Collected data entries
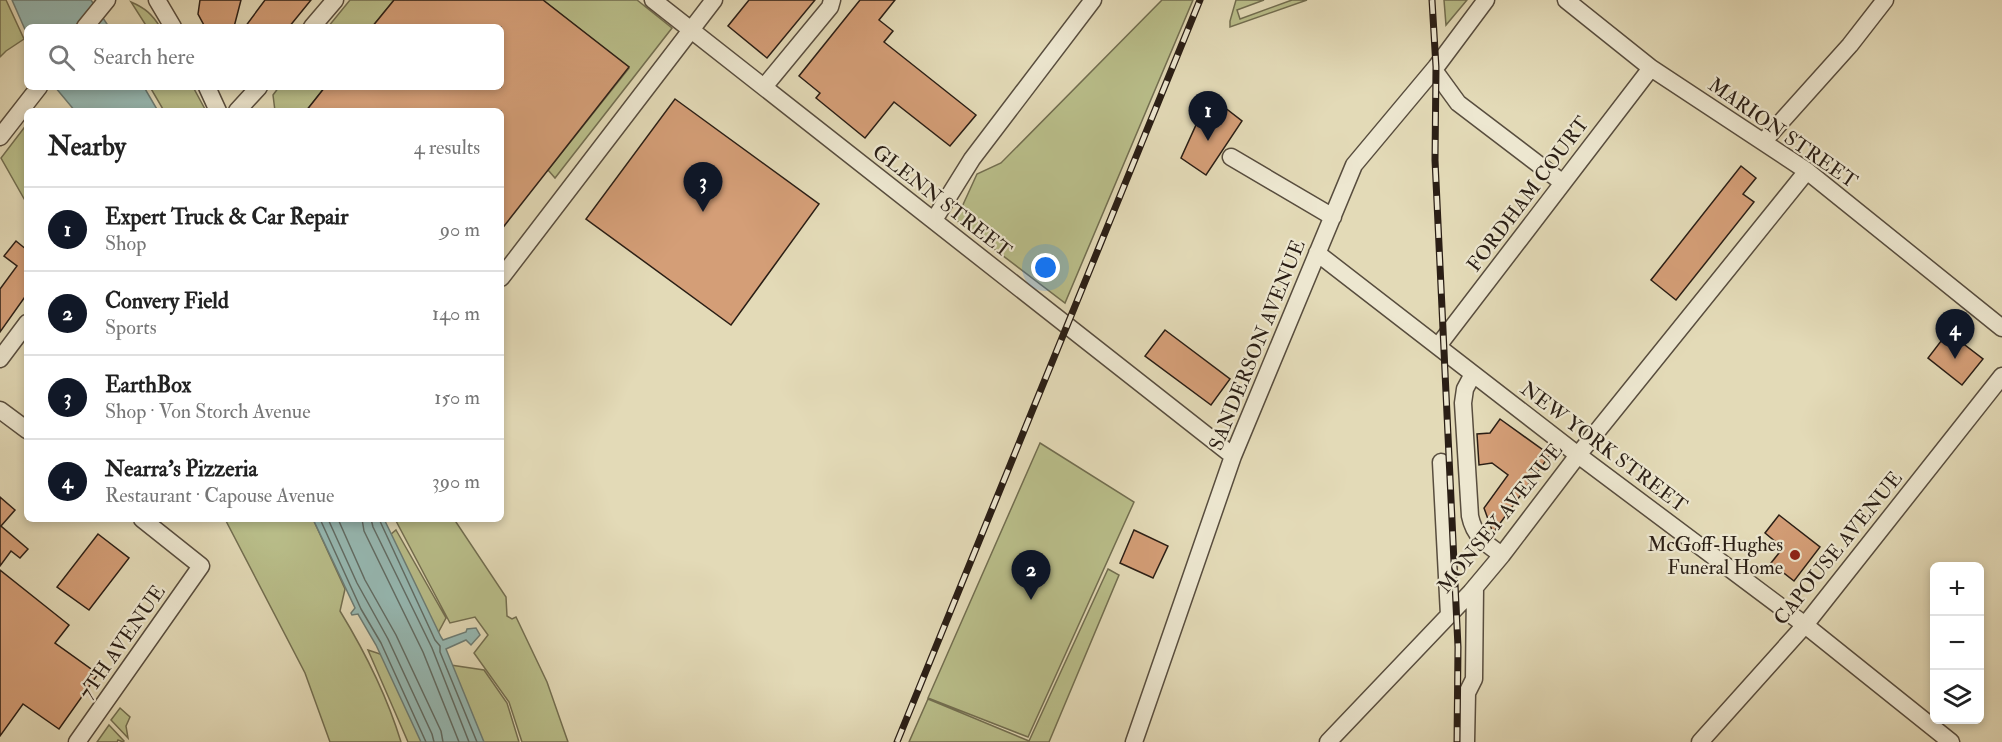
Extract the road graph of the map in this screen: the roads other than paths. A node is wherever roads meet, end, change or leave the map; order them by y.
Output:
1 (107, 0) edge
2 (158, 0) edge
3 (335, 0) edge
4 (653, 0) edge
5 (714, 0) edge
6 (832, 0) edge
7 (1094, 0) edge
8 (1486, 0) edge
9 (1566, 0) edge
10 (1885, 0) edge
11 (87, 24) edge
12 (171, 24) edge
13 (315, 24) edge
14 (692, 28) junction
15 (1651, 68) junction
16 (1434, 70) junction
17 (764, 87) junction
18 (37, 90) edge
19 (208, 90) edge
20 (256, 90) edge
21 (218, 108) edge
22 (240, 108) edge
23 (0, 137) edge
24 (1763, 142) junction
25 (1231, 157) dead end
26 (1807, 171) junction
27 (1563, 183) junction
28 (1333, 217) junction
29 (934, 220) junction
30 (1317, 253) junction
31 (504, 274) edge
32 (2001, 325) edge
33 (24, 327) edge
34 (1438, 346) junction
35 (0, 359) edge
36 (1473, 374) junction
37 (2002, 376) edge
38 (0, 410) edge
39 (24, 428) edge
40 (1578, 455) junction
41 (1233, 456) junction
42 (1441, 462) dead end
43 (146, 522) edge
44 (1502, 555) junction
45 (1474, 587) junction
46 (1449, 615) junction
47 (1804, 625) junction
48 (77, 742) edge
49 (1134, 742) edge
50 (1328, 742) edge
51 (1466, 742) edge
52 (1700, 742) edge
53 (1951, 742) edge

1 - 11 street
2 - 12 street
3 - 13 street
4 - 14 street, GLENN STREET
5 - 14 street
6 - 17 street
7 - 29 street
8 - 16 street, SANDERSON AVENUE
9 - 15 street, MARION STREET
10 - 24 street
14 - 17 street, GLENN STREET
14 - 31 street
15 - 24 street, MARION STREET
15 - 27 street, FORDHAM COURT
16 - 27 street
16 - 28 street, SANDERSON AVENUE
17 - 29 street, GLENN STREET
18 - 23 street
19 - 21 street
20 - 22 street
24 - 26 street, MARION STREET
25 - 28 street
26 - 32 street, MARION STREET
26 - 40 street, MONSEY AVENUE
27 - 34 street, FORDHAM COURT
28 - 30 street, SANDERSON AVENUE
29 - 41 street, GLENN STREET
30 - 34 street, NEW YORK STREET
30 - 41 street, SANDERSON AVENUE
33 - 35 street
34 - 36 street, NEW YORK STREET
36 - 40 street, NEW YORK STREET
36 - 44 street
37 - 47 street, CAPOUSE AVENUE
38 - 39 street
40 - 44 street, MONSEY AVENUE
40 - 47 street, NEW YORK STREET
41 - 49 street, SANDERSON AVENUE
42 - 46 street
43 - 48 street, 7TH AVENUE
44 - 45 street, MONSEY AVENUE
45 - 46 street, MONSEY AVENUE
45 - 51 street
46 - 50 street, MONSEY AVENUE
47 - 52 street, CAPOUSE AVENUE
47 - 53 street, NEW YORK STREET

TASK REQUIREMENTS
Each entry above must be repeated word for word, minus its images.

ANSWER SECTION
Extract the road graph of the map in this screen: the roads other than paths. A node is wherever roads meet, end, change or leave the map; order them by y.
Output:
1 (107, 0) edge
2 (158, 0) edge
3 (335, 0) edge
4 (653, 0) edge
5 (714, 0) edge
6 (832, 0) edge
7 (1094, 0) edge
8 (1486, 0) edge
9 (1566, 0) edge
10 (1885, 0) edge
11 (87, 24) edge
12 (171, 24) edge
13 (315, 24) edge
14 (692, 28) junction
15 (1651, 68) junction
16 (1434, 70) junction
17 (764, 87) junction
18 (37, 90) edge
19 (208, 90) edge
20 (256, 90) edge
21 (218, 108) edge
22 (240, 108) edge
23 (0, 137) edge
24 (1763, 142) junction
25 (1231, 157) dead end
26 (1807, 171) junction
27 (1563, 183) junction
28 (1333, 217) junction
29 (934, 220) junction
30 (1317, 253) junction
31 (504, 274) edge
32 (2001, 325) edge
33 (24, 327) edge
34 (1438, 346) junction
35 (0, 359) edge
36 (1473, 374) junction
37 (2002, 376) edge
38 (0, 410) edge
39 (24, 428) edge
40 (1578, 455) junction
41 (1233, 456) junction
42 (1441, 462) dead end
43 (146, 522) edge
44 (1502, 555) junction
45 (1474, 587) junction
46 (1449, 615) junction
47 (1804, 625) junction
48 (77, 742) edge
49 (1134, 742) edge
50 (1328, 742) edge
51 (1466, 742) edge
52 (1700, 742) edge
53 (1951, 742) edge

1 - 11 street
2 - 12 street
3 - 13 street
4 - 14 street, GLENN STREET
5 - 14 street
6 - 17 street
7 - 29 street
8 - 16 street, SANDERSON AVENUE
9 - 15 street, MARION STREET
10 - 24 street
14 - 17 street, GLENN STREET
14 - 31 street
15 - 24 street, MARION STREET
15 - 27 street, FORDHAM COURT
16 - 27 street
16 - 28 street, SANDERSON AVENUE
17 - 29 street, GLENN STREET
18 - 23 street
19 - 21 street
20 - 22 street
24 - 26 street, MARION STREET
25 - 28 street
26 - 32 street, MARION STREET
26 - 40 street, MONSEY AVENUE
27 - 34 street, FORDHAM COURT
28 - 30 street, SANDERSON AVENUE
29 - 41 street, GLENN STREET
30 - 34 street, NEW YORK STREET
30 - 41 street, SANDERSON AVENUE
33 - 35 street
34 - 36 street, NEW YORK STREET
36 - 40 street, NEW YORK STREET
36 - 44 street
37 - 47 street, CAPOUSE AVENUE
38 - 39 street
40 - 44 street, MONSEY AVENUE
40 - 47 street, NEW YORK STREET
41 - 49 street, SANDERSON AVENUE
42 - 46 street
43 - 48 street, 7TH AVENUE
44 - 45 street, MONSEY AVENUE
45 - 46 street, MONSEY AVENUE
45 - 51 street
46 - 50 street, MONSEY AVENUE
47 - 52 street, CAPOUSE AVENUE
47 - 53 street, NEW YORK STREET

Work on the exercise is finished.